原理:当前端发出一次请求时,后端产生一个session ID,后端自动通过response返还给前端,也就是setCookie,用户请求第二个页面时,浏览器自动通过request携带cookie到后端进行比较。
以下步骤为操作过程:
-
安装express-session(yarn add express-session)
-
配置session,一定要在路由之前配置。
// session 配置,配置在路由之前 app.use(session({ secret: 'keyboard cat', resave: false, saveUninitialized: false, cookie: { httpOnly: true, secure: false, maxAge: 24 * 60 * 60 * 1000 } }))
-
引入express-session后就直接有了session对象
扩展:
由此引出一个新的问题:登录不过期时,用户关闭浏览器再次打开,首页面依然保持登录状态。如何判断用户是否登陆过?以下提供两种解决方案:
第一种:通过判断cookie(sessionID)是否存在。缺点:sessionID不携带用户信息。
第二种:再次请求后端API,判断req.session.username是否存在,返回给前端一个信息。

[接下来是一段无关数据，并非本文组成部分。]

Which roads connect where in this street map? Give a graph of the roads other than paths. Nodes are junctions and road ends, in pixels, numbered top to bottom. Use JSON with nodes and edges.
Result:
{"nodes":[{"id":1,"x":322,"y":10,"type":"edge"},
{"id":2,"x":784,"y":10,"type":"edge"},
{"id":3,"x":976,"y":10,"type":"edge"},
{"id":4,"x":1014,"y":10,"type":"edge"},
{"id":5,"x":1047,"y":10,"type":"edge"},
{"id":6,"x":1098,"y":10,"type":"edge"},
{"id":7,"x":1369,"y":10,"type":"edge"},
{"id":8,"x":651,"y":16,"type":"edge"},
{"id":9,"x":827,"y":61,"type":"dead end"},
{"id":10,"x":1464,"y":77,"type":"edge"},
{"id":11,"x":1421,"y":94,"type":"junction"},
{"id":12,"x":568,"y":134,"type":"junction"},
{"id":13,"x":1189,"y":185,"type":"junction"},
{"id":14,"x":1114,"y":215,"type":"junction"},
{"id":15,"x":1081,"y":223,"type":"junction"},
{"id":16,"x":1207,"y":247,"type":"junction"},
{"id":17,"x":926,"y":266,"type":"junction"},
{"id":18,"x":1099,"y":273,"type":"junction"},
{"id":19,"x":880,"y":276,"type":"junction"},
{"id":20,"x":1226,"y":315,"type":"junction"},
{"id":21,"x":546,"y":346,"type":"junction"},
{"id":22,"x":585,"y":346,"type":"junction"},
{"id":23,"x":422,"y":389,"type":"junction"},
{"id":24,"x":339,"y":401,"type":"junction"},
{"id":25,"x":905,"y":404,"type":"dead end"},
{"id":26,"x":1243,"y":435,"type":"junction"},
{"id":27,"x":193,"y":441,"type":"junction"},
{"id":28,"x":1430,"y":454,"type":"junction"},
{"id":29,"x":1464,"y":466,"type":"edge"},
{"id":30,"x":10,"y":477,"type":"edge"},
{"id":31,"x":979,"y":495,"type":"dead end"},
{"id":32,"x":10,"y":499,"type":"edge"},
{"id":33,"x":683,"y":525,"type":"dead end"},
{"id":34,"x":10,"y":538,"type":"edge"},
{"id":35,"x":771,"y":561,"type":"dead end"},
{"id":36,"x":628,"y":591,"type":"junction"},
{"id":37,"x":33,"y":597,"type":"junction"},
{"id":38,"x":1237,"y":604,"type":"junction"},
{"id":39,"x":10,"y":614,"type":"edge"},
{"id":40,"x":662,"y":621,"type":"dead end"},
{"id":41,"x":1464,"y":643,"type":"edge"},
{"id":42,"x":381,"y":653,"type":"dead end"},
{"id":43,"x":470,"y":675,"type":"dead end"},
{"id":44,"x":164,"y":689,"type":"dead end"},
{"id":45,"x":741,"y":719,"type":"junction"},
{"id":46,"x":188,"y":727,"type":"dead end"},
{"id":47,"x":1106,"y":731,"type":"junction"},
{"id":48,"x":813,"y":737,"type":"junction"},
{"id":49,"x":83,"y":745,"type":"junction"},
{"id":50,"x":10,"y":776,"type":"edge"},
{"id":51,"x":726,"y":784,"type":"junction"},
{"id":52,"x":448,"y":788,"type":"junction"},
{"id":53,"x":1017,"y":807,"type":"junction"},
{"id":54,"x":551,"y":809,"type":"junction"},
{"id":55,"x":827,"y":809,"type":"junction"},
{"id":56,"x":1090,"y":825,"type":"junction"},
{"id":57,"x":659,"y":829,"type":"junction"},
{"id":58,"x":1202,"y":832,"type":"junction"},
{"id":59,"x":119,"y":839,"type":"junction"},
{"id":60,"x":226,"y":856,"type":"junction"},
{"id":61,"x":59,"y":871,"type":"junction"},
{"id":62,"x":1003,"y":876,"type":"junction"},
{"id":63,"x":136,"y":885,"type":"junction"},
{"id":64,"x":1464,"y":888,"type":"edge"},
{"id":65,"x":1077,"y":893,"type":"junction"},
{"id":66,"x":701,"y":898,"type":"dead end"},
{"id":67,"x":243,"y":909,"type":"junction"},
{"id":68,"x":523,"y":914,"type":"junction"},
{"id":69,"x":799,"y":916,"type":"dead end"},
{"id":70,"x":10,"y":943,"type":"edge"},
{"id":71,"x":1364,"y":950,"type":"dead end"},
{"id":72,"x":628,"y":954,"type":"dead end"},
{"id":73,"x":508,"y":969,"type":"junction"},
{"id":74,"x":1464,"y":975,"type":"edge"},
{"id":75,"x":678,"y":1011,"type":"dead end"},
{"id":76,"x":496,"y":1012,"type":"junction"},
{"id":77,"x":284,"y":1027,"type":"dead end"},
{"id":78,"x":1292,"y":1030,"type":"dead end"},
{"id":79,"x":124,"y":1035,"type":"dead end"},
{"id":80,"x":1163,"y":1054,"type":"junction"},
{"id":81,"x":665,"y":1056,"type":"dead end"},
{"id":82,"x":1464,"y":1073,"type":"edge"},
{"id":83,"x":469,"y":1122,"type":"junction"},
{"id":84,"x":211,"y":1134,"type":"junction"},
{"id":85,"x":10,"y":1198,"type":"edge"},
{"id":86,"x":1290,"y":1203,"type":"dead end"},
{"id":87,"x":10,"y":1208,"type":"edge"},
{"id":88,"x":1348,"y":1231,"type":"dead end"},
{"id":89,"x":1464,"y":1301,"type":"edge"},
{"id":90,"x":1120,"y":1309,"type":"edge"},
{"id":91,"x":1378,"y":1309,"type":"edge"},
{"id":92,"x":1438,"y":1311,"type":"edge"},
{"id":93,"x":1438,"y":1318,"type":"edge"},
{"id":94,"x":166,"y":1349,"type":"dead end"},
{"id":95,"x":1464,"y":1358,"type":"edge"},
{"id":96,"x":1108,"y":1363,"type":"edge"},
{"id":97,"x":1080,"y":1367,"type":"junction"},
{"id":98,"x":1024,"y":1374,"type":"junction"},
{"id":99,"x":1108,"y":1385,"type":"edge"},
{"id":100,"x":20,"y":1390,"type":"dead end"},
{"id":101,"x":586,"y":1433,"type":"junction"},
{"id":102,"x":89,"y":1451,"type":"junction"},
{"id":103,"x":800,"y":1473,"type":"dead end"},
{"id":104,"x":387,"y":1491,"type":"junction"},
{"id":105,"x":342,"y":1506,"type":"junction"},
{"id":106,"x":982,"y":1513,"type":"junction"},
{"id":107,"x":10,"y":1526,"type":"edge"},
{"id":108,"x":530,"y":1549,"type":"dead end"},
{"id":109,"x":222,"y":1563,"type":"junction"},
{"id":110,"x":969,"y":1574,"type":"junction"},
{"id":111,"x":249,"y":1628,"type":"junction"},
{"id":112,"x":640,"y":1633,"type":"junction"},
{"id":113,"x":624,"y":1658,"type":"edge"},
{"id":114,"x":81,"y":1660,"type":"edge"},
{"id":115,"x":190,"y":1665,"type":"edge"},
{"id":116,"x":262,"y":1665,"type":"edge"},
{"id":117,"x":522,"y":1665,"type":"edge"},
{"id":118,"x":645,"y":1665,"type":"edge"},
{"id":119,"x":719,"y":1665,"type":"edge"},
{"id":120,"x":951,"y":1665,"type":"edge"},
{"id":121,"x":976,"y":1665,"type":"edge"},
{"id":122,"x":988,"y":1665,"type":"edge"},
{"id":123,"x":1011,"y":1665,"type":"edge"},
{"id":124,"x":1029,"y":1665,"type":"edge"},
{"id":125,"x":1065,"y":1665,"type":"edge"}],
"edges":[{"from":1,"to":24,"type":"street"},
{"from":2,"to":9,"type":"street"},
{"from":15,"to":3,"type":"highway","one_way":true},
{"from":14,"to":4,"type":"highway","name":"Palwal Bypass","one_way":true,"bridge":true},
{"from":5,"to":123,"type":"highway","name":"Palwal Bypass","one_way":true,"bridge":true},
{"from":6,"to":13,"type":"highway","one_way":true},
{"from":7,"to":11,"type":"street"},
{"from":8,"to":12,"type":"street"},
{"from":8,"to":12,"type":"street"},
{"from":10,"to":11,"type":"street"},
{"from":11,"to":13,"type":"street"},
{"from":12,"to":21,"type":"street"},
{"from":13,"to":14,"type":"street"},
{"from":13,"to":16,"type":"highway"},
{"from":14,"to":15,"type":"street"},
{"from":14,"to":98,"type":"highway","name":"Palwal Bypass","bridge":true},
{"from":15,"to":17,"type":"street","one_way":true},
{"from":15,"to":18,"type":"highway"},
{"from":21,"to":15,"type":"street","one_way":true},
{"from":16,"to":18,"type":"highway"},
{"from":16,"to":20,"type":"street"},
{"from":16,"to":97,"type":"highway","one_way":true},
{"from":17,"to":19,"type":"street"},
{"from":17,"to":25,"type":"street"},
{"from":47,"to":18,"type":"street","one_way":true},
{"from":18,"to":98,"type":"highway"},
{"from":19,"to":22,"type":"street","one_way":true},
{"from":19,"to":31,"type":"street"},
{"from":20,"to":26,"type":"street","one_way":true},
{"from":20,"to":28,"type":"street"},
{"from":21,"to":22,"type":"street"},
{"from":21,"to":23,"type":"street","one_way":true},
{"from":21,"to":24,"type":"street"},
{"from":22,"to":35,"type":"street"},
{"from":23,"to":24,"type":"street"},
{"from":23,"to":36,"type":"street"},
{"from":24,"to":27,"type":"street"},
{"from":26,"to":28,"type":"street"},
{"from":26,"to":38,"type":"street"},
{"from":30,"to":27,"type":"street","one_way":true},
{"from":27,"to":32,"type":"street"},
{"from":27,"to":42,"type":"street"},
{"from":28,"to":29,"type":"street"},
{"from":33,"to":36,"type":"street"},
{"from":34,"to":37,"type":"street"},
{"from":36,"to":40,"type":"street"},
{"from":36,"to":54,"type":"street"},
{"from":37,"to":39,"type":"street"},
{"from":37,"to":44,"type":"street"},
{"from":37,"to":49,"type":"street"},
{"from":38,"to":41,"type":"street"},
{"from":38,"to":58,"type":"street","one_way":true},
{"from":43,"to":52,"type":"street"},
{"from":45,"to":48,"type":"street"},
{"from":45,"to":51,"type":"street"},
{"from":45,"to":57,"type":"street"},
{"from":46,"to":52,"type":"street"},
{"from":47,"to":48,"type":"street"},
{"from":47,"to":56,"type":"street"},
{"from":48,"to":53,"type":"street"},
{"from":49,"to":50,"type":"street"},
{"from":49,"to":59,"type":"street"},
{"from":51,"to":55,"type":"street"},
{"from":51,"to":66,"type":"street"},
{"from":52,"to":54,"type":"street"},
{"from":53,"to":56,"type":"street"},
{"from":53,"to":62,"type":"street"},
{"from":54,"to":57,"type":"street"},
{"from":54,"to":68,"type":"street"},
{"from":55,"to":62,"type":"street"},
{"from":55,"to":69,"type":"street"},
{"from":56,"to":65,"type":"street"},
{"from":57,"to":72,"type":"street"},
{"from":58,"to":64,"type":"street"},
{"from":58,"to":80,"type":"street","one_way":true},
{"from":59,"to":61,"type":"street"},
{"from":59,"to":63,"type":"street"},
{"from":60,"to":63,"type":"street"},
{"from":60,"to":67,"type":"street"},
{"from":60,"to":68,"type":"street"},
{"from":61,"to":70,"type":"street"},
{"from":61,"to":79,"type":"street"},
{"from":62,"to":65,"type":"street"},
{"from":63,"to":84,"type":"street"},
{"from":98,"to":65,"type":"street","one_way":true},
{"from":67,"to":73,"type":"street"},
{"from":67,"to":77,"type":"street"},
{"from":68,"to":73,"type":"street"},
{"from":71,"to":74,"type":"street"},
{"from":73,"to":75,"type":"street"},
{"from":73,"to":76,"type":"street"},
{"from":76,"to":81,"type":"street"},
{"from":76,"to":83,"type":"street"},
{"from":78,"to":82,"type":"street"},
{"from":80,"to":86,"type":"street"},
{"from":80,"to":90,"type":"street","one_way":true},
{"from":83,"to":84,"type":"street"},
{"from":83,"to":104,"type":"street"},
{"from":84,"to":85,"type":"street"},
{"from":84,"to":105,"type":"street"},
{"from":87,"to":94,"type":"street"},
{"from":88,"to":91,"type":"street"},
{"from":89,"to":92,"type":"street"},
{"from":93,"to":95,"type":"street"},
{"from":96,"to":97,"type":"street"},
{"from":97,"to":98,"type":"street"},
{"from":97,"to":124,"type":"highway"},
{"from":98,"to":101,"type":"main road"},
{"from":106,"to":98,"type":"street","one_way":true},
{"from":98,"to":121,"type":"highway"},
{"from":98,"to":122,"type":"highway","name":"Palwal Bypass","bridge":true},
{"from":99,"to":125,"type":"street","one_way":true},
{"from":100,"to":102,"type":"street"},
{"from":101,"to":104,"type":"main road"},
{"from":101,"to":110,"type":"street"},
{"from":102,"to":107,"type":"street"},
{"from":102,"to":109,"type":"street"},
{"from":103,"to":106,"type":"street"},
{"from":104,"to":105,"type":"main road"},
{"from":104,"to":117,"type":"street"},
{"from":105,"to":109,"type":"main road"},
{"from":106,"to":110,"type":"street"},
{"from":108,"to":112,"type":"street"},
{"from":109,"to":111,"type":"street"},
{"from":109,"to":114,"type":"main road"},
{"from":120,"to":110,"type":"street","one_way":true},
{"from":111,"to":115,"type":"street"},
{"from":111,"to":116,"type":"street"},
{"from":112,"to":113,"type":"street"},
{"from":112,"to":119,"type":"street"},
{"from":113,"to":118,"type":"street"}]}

2. 生成token(基于jwt(jsonwebtoken)的认证机制)
(1)生成token
方法一:对称加密:SH256
方法二:非对称加密:RS256,私钥加密,公钥解密。(github的传输就是采用非对称加密)
(2)后端向前端传输数据的方式有四种:
-
get(在queryString中显示)
-
post(FormData中显示)
-
通过自定义路由载荷一个对象
-
设置响应头res.header
要注意最后一种传输方式,前端接收时,如果采用jquery中ajax的success:(data,status,xhr)=>{}中的方法来获取response的头部信息会有坑,最好使用.then()方法。
(3)传递到前端,利用localstorage.setItem()存储token。token并不存储在服务器端,所以删除的时候要记得,从哪里存储,就在哪里删除。
(4)用户发起请求时,前端要想后端传递token,可使用jquery中$.ajax中的header配置。后端用req.header()取出token,进行验证,利用cert(签名)进行解密。